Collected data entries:
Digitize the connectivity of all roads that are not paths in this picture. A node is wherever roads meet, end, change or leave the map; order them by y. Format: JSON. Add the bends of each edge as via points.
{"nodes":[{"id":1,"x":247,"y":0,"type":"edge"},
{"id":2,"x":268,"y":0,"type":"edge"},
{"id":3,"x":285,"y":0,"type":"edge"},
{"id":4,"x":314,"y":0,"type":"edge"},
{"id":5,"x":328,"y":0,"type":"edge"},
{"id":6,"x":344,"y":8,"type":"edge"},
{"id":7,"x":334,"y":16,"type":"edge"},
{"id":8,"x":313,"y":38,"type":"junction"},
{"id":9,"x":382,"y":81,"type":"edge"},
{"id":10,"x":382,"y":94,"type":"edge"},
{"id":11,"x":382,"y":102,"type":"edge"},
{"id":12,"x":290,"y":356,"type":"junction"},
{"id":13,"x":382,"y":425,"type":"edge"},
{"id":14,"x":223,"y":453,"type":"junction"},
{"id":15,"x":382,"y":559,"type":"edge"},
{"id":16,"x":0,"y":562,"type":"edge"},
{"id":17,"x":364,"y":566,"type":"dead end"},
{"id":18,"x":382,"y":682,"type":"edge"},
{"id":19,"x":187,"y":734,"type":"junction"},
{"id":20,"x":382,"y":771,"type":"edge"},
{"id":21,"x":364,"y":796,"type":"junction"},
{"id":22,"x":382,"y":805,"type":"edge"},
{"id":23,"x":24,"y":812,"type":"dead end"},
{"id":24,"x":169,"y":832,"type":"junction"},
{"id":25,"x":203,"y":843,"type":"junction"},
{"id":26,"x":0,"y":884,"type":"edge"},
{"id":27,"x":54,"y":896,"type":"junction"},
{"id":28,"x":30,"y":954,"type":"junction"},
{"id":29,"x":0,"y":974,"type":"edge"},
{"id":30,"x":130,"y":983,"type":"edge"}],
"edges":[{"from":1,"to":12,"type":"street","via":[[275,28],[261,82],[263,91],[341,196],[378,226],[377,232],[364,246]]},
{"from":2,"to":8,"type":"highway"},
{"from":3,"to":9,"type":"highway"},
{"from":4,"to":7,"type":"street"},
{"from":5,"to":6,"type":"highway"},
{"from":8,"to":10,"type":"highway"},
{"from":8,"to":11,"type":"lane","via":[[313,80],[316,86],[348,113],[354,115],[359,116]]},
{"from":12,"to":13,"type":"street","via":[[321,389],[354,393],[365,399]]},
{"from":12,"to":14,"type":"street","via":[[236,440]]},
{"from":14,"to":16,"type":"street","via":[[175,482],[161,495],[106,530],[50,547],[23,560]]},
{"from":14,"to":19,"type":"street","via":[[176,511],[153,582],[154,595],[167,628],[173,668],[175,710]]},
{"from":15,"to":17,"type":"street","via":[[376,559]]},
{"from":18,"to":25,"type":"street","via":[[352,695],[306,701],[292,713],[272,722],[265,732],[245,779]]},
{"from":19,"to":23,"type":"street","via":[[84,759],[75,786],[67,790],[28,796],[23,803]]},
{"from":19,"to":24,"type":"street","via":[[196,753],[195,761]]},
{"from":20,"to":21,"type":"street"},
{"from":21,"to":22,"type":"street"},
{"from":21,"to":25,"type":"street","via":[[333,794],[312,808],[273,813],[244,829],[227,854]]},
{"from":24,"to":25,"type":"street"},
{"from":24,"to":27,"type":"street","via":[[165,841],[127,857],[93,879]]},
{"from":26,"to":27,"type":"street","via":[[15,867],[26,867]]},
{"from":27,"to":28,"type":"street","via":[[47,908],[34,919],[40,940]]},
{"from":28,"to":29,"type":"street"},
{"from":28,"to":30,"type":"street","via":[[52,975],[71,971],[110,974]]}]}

Exercise instructions: Each record above has to be retyped exactly, with nothing left out.

Task answer:
Digitize the connectivity of all roads that are not paths in this picture. A node is wherever roads meet, end, change or leave the map; order them by y. Format: JSON. Add the bends of each edge as via points.
{"nodes":[{"id":1,"x":247,"y":0,"type":"edge"},
{"id":2,"x":268,"y":0,"type":"edge"},
{"id":3,"x":285,"y":0,"type":"edge"},
{"id":4,"x":314,"y":0,"type":"edge"},
{"id":5,"x":328,"y":0,"type":"edge"},
{"id":6,"x":344,"y":8,"type":"edge"},
{"id":7,"x":334,"y":16,"type":"edge"},
{"id":8,"x":313,"y":38,"type":"junction"},
{"id":9,"x":382,"y":81,"type":"edge"},
{"id":10,"x":382,"y":94,"type":"edge"},
{"id":11,"x":382,"y":102,"type":"edge"},
{"id":12,"x":290,"y":356,"type":"junction"},
{"id":13,"x":382,"y":425,"type":"edge"},
{"id":14,"x":223,"y":453,"type":"junction"},
{"id":15,"x":382,"y":559,"type":"edge"},
{"id":16,"x":0,"y":562,"type":"edge"},
{"id":17,"x":364,"y":566,"type":"dead end"},
{"id":18,"x":382,"y":682,"type":"edge"},
{"id":19,"x":187,"y":734,"type":"junction"},
{"id":20,"x":382,"y":771,"type":"edge"},
{"id":21,"x":364,"y":796,"type":"junction"},
{"id":22,"x":382,"y":805,"type":"edge"},
{"id":23,"x":24,"y":812,"type":"dead end"},
{"id":24,"x":169,"y":832,"type":"junction"},
{"id":25,"x":203,"y":843,"type":"junction"},
{"id":26,"x":0,"y":884,"type":"edge"},
{"id":27,"x":54,"y":896,"type":"junction"},
{"id":28,"x":30,"y":954,"type":"junction"},
{"id":29,"x":0,"y":974,"type":"edge"},
{"id":30,"x":130,"y":983,"type":"edge"}],
"edges":[{"from":1,"to":12,"type":"street","via":[[275,28],[261,82],[263,91],[341,196],[378,226],[377,232],[364,246]]},
{"from":2,"to":8,"type":"highway"},
{"from":3,"to":9,"type":"highway"},
{"from":4,"to":7,"type":"street"},
{"from":5,"to":6,"type":"highway"},
{"from":8,"to":10,"type":"highway"},
{"from":8,"to":11,"type":"lane","via":[[313,80],[316,86],[348,113],[354,115],[359,116]]},
{"from":12,"to":13,"type":"street","via":[[321,389],[354,393],[365,399]]},
{"from":12,"to":14,"type":"street","via":[[236,440]]},
{"from":14,"to":16,"type":"street","via":[[175,482],[161,495],[106,530],[50,547],[23,560]]},
{"from":14,"to":19,"type":"street","via":[[176,511],[153,582],[154,595],[167,628],[173,668],[175,710]]},
{"from":15,"to":17,"type":"street","via":[[376,559]]},
{"from":18,"to":25,"type":"street","via":[[352,695],[306,701],[292,713],[272,722],[265,732],[245,779]]},
{"from":19,"to":23,"type":"street","via":[[84,759],[75,786],[67,790],[28,796],[23,803]]},
{"from":19,"to":24,"type":"street","via":[[196,753],[195,761]]},
{"from":20,"to":21,"type":"street"},
{"from":21,"to":22,"type":"street"},
{"from":21,"to":25,"type":"street","via":[[333,794],[312,808],[273,813],[244,829],[227,854]]},
{"from":24,"to":25,"type":"street"},
{"from":24,"to":27,"type":"street","via":[[165,841],[127,857],[93,879]]},
{"from":26,"to":27,"type":"street","via":[[15,867],[26,867]]},
{"from":27,"to":28,"type":"street","via":[[47,908],[34,919],[40,940]]},
{"from":28,"to":29,"type":"street"},
{"from":28,"to":30,"type":"street","via":[[52,975],[71,971],[110,974]]}]}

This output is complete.